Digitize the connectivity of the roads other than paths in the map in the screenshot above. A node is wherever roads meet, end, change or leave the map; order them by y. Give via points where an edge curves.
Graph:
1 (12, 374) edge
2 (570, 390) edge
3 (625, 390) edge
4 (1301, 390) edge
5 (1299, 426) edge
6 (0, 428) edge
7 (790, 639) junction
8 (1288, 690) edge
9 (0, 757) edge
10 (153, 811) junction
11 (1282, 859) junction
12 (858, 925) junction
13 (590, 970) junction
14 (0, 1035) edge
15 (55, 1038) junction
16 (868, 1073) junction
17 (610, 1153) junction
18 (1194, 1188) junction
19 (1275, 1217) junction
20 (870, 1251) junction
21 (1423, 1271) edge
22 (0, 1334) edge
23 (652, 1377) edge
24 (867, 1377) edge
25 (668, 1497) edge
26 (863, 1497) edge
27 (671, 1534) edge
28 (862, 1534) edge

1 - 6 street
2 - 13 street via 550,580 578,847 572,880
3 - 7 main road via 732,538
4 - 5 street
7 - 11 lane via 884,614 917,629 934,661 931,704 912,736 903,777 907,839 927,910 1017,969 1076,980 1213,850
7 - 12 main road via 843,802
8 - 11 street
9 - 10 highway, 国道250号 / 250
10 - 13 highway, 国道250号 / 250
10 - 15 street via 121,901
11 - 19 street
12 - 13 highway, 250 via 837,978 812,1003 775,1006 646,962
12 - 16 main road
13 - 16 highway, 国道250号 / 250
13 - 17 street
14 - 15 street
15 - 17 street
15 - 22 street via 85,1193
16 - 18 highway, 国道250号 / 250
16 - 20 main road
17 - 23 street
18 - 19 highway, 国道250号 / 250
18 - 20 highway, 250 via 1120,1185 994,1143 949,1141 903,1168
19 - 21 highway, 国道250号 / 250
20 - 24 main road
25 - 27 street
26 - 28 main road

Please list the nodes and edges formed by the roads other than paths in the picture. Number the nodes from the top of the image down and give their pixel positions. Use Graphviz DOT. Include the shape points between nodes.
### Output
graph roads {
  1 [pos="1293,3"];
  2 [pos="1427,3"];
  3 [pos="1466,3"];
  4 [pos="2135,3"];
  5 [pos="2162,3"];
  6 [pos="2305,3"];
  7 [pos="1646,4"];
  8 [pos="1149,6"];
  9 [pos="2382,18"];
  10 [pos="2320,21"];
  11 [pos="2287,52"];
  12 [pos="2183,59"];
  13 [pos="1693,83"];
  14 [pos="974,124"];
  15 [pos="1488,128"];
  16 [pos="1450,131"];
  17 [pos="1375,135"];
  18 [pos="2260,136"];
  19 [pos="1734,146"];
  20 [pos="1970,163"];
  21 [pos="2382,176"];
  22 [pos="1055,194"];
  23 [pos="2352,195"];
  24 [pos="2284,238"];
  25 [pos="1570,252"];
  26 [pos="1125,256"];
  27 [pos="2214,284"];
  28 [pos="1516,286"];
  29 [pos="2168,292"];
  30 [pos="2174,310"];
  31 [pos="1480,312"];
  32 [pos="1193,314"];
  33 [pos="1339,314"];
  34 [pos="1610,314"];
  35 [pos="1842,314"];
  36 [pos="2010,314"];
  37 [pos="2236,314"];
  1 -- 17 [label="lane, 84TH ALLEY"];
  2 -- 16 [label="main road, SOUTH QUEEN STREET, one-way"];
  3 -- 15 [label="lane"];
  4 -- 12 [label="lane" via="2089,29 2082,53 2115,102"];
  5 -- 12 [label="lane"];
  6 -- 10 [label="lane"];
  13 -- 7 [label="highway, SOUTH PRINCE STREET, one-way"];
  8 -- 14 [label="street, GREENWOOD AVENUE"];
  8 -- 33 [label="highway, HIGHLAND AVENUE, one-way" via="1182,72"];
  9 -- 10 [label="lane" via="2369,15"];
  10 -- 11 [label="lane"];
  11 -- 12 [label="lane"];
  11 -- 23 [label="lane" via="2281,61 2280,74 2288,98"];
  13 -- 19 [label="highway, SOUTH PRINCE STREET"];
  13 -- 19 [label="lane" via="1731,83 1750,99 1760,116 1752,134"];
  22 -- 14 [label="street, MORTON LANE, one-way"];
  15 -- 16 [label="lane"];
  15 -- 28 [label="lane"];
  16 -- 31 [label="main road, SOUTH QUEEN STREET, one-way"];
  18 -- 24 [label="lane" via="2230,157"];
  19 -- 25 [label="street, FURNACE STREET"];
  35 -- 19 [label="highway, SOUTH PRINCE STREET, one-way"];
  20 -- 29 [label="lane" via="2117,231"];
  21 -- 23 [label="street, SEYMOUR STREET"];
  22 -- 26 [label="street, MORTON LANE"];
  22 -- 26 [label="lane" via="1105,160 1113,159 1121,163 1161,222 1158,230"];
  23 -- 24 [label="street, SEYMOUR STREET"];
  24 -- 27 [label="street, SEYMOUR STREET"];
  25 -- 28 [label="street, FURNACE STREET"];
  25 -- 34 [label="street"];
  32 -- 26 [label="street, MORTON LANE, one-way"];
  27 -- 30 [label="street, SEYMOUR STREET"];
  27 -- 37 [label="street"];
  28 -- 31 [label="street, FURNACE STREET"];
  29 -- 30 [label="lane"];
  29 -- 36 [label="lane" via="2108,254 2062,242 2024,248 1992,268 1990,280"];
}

▶ **Task details**: For each line in the data, set it down again exactly.

▶ **Completed task**:
Digitize the connectivity of the roads other than paths in the map in the screenshot above. A node is wherever roads meet, end, change or leave the map; order them by y. Give via points where an edge curves.
Graph:
1 (12, 374) edge
2 (570, 390) edge
3 (625, 390) edge
4 (1301, 390) edge
5 (1299, 426) edge
6 (0, 428) edge
7 (790, 639) junction
8 (1288, 690) edge
9 (0, 757) edge
10 (153, 811) junction
11 (1282, 859) junction
12 (858, 925) junction
13 (590, 970) junction
14 (0, 1035) edge
15 (55, 1038) junction
16 (868, 1073) junction
17 (610, 1153) junction
18 (1194, 1188) junction
19 (1275, 1217) junction
20 (870, 1251) junction
21 (1423, 1271) edge
22 (0, 1334) edge
23 (652, 1377) edge
24 (867, 1377) edge
25 (668, 1497) edge
26 (863, 1497) edge
27 (671, 1534) edge
28 (862, 1534) edge

1 - 6 street
2 - 13 street via 550,580 578,847 572,880
3 - 7 main road via 732,538
4 - 5 street
7 - 11 lane via 884,614 917,629 934,661 931,704 912,736 903,777 907,839 927,910 1017,969 1076,980 1213,850
7 - 12 main road via 843,802
8 - 11 street
9 - 10 highway, 国道250号 / 250
10 - 13 highway, 国道250号 / 250
10 - 15 street via 121,901
11 - 19 street
12 - 13 highway, 250 via 837,978 812,1003 775,1006 646,962
12 - 16 main road
13 - 16 highway, 国道250号 / 250
13 - 17 street
14 - 15 street
15 - 17 street
15 - 22 street via 85,1193
16 - 18 highway, 国道250号 / 250
16 - 20 main road
17 - 23 street
18 - 19 highway, 国道250号 / 250
18 - 20 highway, 250 via 1120,1185 994,1143 949,1141 903,1168
19 - 21 highway, 国道250号 / 250
20 - 24 main road
25 - 27 street
26 - 28 main road

Please list the nodes and edges formed by the roads other than paths in the picture. Number the nodes from the top of the image down and give their pixel positions. Use Graphviz DOT. Include the shape points between nodes.
### Output
graph roads {
  1 [pos="1293,3"];
  2 [pos="1427,3"];
  3 [pos="1466,3"];
  4 [pos="2135,3"];
  5 [pos="2162,3"];
  6 [pos="2305,3"];
  7 [pos="1646,4"];
  8 [pos="1149,6"];
  9 [pos="2382,18"];
  10 [pos="2320,21"];
  11 [pos="2287,52"];
  12 [pos="2183,59"];
  13 [pos="1693,83"];
  14 [pos="974,124"];
  15 [pos="1488,128"];
  16 [pos="1450,131"];
  17 [pos="1375,135"];
  18 [pos="2260,136"];
  19 [pos="1734,146"];
  20 [pos="1970,163"];
  21 [pos="2382,176"];
  22 [pos="1055,194"];
  23 [pos="2352,195"];
  24 [pos="2284,238"];
  25 [pos="1570,252"];
  26 [pos="1125,256"];
  27 [pos="2214,284"];
  28 [pos="1516,286"];
  29 [pos="2168,292"];
  30 [pos="2174,310"];
  31 [pos="1480,312"];
  32 [pos="1193,314"];
  33 [pos="1339,314"];
  34 [pos="1610,314"];
  35 [pos="1842,314"];
  36 [pos="2010,314"];
  37 [pos="2236,314"];
  1 -- 17 [label="lane, 84TH ALLEY"];
  2 -- 16 [label="main road, SOUTH QUEEN STREET, one-way"];
  3 -- 15 [label="lane"];
  4 -- 12 [label="lane" via="2089,29 2082,53 2115,102"];
  5 -- 12 [label="lane"];
  6 -- 10 [label="lane"];
  13 -- 7 [label="highway, SOUTH PRINCE STREET, one-way"];
  8 -- 14 [label="street, GREENWOOD AVENUE"];
  8 -- 33 [label="highway, HIGHLAND AVENUE, one-way" via="1182,72"];
  9 -- 10 [label="lane" via="2369,15"];
  10 -- 11 [label="lane"];
  11 -- 12 [label="lane"];
  11 -- 23 [label="lane" via="2281,61 2280,74 2288,98"];
  13 -- 19 [label="highway, SOUTH PRINCE STREET"];
  13 -- 19 [label="lane" via="1731,83 1750,99 1760,116 1752,134"];
  22 -- 14 [label="street, MORTON LANE, one-way"];
  15 -- 16 [label="lane"];
  15 -- 28 [label="lane"];
  16 -- 31 [label="main road, SOUTH QUEEN STREET, one-way"];
  18 -- 24 [label="lane" via="2230,157"];
  19 -- 25 [label="street, FURNACE STREET"];
  35 -- 19 [label="highway, SOUTH PRINCE STREET, one-way"];
  20 -- 29 [label="lane" via="2117,231"];
  21 -- 23 [label="street, SEYMOUR STREET"];
  22 -- 26 [label="street, MORTON LANE"];
  22 -- 26 [label="lane" via="1105,160 1113,159 1121,163 1161,222 1158,230"];
  23 -- 24 [label="street, SEYMOUR STREET"];
  24 -- 27 [label="street, SEYMOUR STREET"];
  25 -- 28 [label="street, FURNACE STREET"];
  25 -- 34 [label="street"];
  32 -- 26 [label="street, MORTON LANE, one-way"];
  27 -- 30 [label="street, SEYMOUR STREET"];
  27 -- 37 [label="street"];
  28 -- 31 [label="street, FURNACE STREET"];
  29 -- 30 [label="lane"];
  29 -- 36 [label="lane" via="2108,254 2062,242 2024,248 1992,268 1990,280"];
}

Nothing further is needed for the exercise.